0
votes

I have this issue with test my CommentsController:

Failure/Error: redirect_to user_path(@comment.user), notice: 'Your comment was successfully added!' ActionController::UrlGenerationError: No route matches {:action=>"show", :controller=>"users", :id=>nil} missing required keys: [:id]

This is my method in my controller:

  def create 
    if params[:parent_id].to_i > 0
      parent = Comment.find_by_id(params[:comment].delete(:parent_id))
      @comment = parent.children.build(comment_params)
    else
      @comment = Comment.new(comment_params)
    end
    @comment.author_id = current_user.id
    if @comment.save
      redirect_to user_path(@comment.user), notice: 'Your comment was successfully added!'
    else
      redirect_to user_path(@comment.user), notice: @comment.errors.full_messages.join
    end
  end

This is my RSpec:

  context "User logged in" do 
    before :each do 
      @user = create(:user)
      sign_in @user
    end 

    let(:comment) { create(:comment, user: @user, author_id: @user.id) }
    let(:comment_child) { create(:comment_child, user: @user, author_id: @user.id, parent_id: comment.id) }

    describe "POST #create" do 
      context "with valid attributes" do 
        it "saves the new comment object" do
          expect{ post :create, comment: attributes_for(:comment), id: @user.id}.to change(Comment, :count).by(1)
        end

        it "redirect to :show view " do 
          post :create, comment: attributes_for(:comment), user: @user
          expect(response).to redirect_to user_path(comment.user)
        end
      end

      ...
    end
  end

My Comment model:

class Comment < ActiveRecord::Base
    belongs_to :user
    acts_as_tree order: 'created_at DESC'

    VALID_REGEX = /\A^[\w \.\-@:),.!?"']*$\Z/
    validates :body, presence: true, length: { in: 2..240}, format: { with: VALID_REGEX }
end

How Can I add user_id to that request? When I change code in my controller redirect_to user_path(@comment.user) to redirect_to user_path(current_user) - test pass. May I redirect_to user in comments controller? Is any posibility to do it right? Thanks for your time.

1

1 Answers

2
votes

Basically the error is caused by the fact that the @comment.user is nil.

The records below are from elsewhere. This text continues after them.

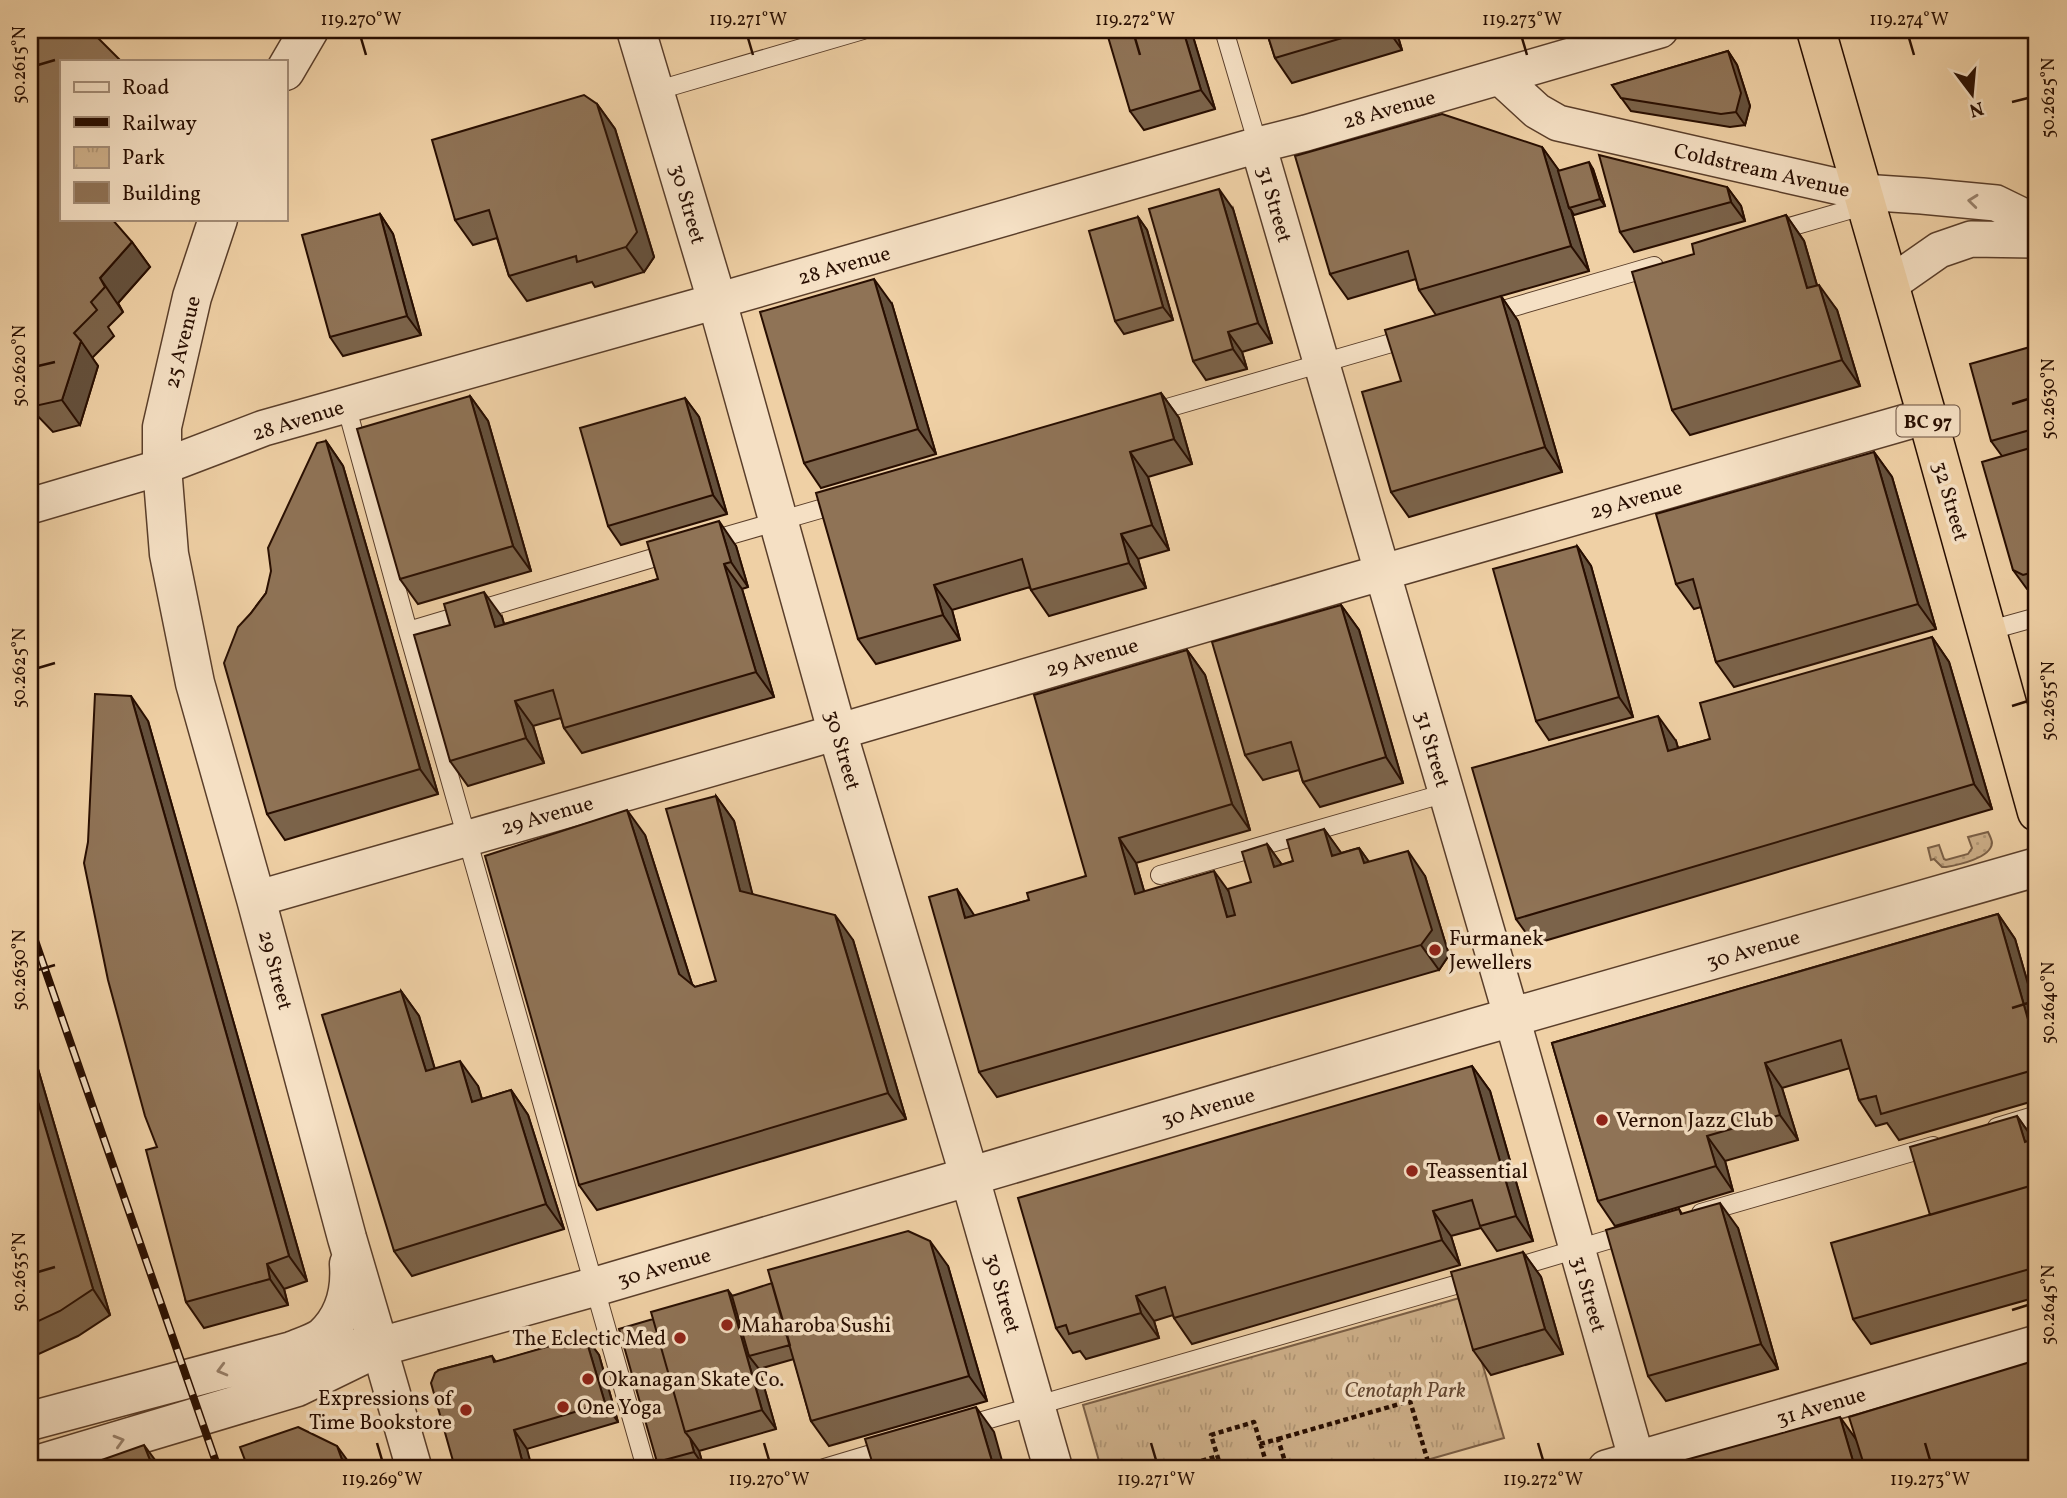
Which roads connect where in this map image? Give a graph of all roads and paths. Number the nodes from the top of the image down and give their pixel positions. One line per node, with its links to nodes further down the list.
1 (309, 30): 7 (street)
2 (636, 30): 9 (street, 30 Street)
3 (863, 30): 9 (lane)
4 (1224, 30): 10 (lane, 31 Street)
5 (1660, 30): 8 (street, 28 Avenue)
6 (1816, 30): 11 (highway, 32 Street / BC 97)
7 (287, 68)
8 (1500, 77): 10 (street, 28 Avenue); 11 (street, Coldstream Avenue)
9 (654, 91): 18 (street, 30 Street)
10 (1258, 145): 18 (street, 28 Avenue); 21 (street, 31 Street)
11 (1864, 199): 13 (street, Coldstream Avenue, one-way to 11); 14 (lane); 17 (highway, 32 Street / BC 97)
12 (218, 220): 25 (street, 25 Avenue)
13 (2037, 223)
14 (1757, 236)
15 (2037, 240): 17 (street)
16 (1666, 263): 19 (lane)
17 (1889, 285): 23 (highway, 32 Street / BC 97)
18 (717, 301): 22 (street, 28 Avenue); 28 (street, 30 Street)
19 (1471, 320)
20 (1433, 331): 21 (lane)
21 (1320, 363): 24 (lane); 29 (street, 31 Street)
22 (346, 405): 25 (street, 28 Avenue); 31 (lane)
23 (1927, 416): 29 (street, 29 Avenue); 32 (highway, 32 Street / BC 97)
24 (1131, 418)
25 (162, 467): 27 (street, 28 Avenue); 39 (street, 29 Street)
26 (856, 498): 28 (lane)
27 (30, 506)
28 (778, 521): 31 (lane); 33 (street, 30 Street)
29 (1381, 572): 33 (street, 29 Avenue); 34 (street, 31 Street)
30 (2037, 617): 32 (lane)
31 (408, 631): 36 (lane)
32 (1987, 631): 35 (highway, 32 Street / BC 97)
33 (837, 731): 36 (street, 29 Avenue); 44 (street, 30 Street)
34 (1446, 793): 38 (lane); 40 (street, 31 Street)
35 (2037, 812)
36 (468, 838): 39 (street, 29 Avenue); 49 (lane)
37 (2037, 867): 40 (street, 30 Avenue)
38 (1160, 875)
39 (256, 899): 47 (street, 29 Street)
40 (1511, 1018): 44 (street, 30 Avenue); 48 (street, 31 Street)
41 (2037, 1115): 42 (lane)
42 (1984, 1131)
43 (1944, 1143): 45 (lane)
44 (971, 1178): 49 (street, 30 Avenue); 53 (street, 30 Street)
45 (1686, 1217)
46 (1648, 1228): 48 (lane)
47 (347, 1238): 51 (street, 29 Street); 52 (street)
48 (1576, 1249): 53 (lane); 61 (street, 31 Street)
49 (594, 1287): 51 (street, 30 Avenue); 64 (lane)
50 (2037, 1343): 61 (street, 31 Avenue)
51 (379, 1347): 52 (street, 30 Avenue); 62 (street, 30 Avenue, one-way to 51); 63 (street, 29 Street)
52 (288, 1352): 54 (street, 30 Avenue, one-way to 54)
53 (1035, 1406): 55 (lane); 66 (street, 30 Street)
54 (30, 1421)
55 (943, 1433)
56 (1278, 1438): 57 (path); 60 (path); 70 (path)
57 (1260, 1444): 59 (path); 69 (path)
58 (903, 1445): 65 (lane)
59 (1217, 1456): 67 (path); 68 (path)
60 (1429, 1465)
61 (1627, 1465)
62 (30, 1467)
63 (414, 1468)
64 (646, 1468)
65 (824, 1468)
66 (1053, 1468)
67 (1177, 1468)
68 (1221, 1468)
69 (1245, 1468)
70 (1287, 1468)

Lets start fixing it by cleaning up the spec:

context "User logged in" do 

  # declare lets first.
  let(:user) { create(:user) }
  let(:comment) { create(:comment, user: user, author: user) }
  # use do instead of braces when it does not fit on one line.
  let(:comment_child) do 
    # use `user: user` instead of `user_id: user.id`.
    # the latter defeats the whole purpose of the abstraction.
    create(:comment_child, user: user, author: user, parent: comment)
  end

  before { sign_in(user) }

  describe "POST #create" do 
    context "with valid attributes" do 
      it "saves the new comment object" do
        expect do 
          post :create, comment: attributes_for(:comment) 
        end.to change(Comment, :count).by(1)
      end

      it "redirects to the user" do 
        post :create, comment: attributes_for(:comment)
        expect(response).to redirect_to user
      end
    end
  end
end

You should generally avoid using instance vars and instead use lets in most cases. Using a mix just adds to the confusion since its hard to see what is lazy loaded or even instantiated where.

Then we can take care of the implementation:

def create
  @comment = current_user.comments.new(comment_params)

  if @comment.save
    redirect_to @comment.user, notice: 'Your comment was successfully added!'
  else
    # ...
  end
end

private 
  def comment_params
    # note that we don't permit the user_id to be mass assigned
    params.require(:comment).permit(:foo, :bar, :parent_id)
  end

Basically you can cut a lot of the overcomplication:

  • Raise an error if there is no authenticated user. With Devise you would do before_action :authenticate_user!.
  • Get the user from the session - not the params. Your not going to want or need users to comment on the behalf of others.
  • Wrap params in the comments key.
  • Use redirect_to @some_model_instance and let rails do its polymorpic routing magic.
  • Let ActiveRecord throw an error if the user tries to pass a bad parent_id.

Also does your Comment model really need both a user and author relationship? Surely one of them will suffice.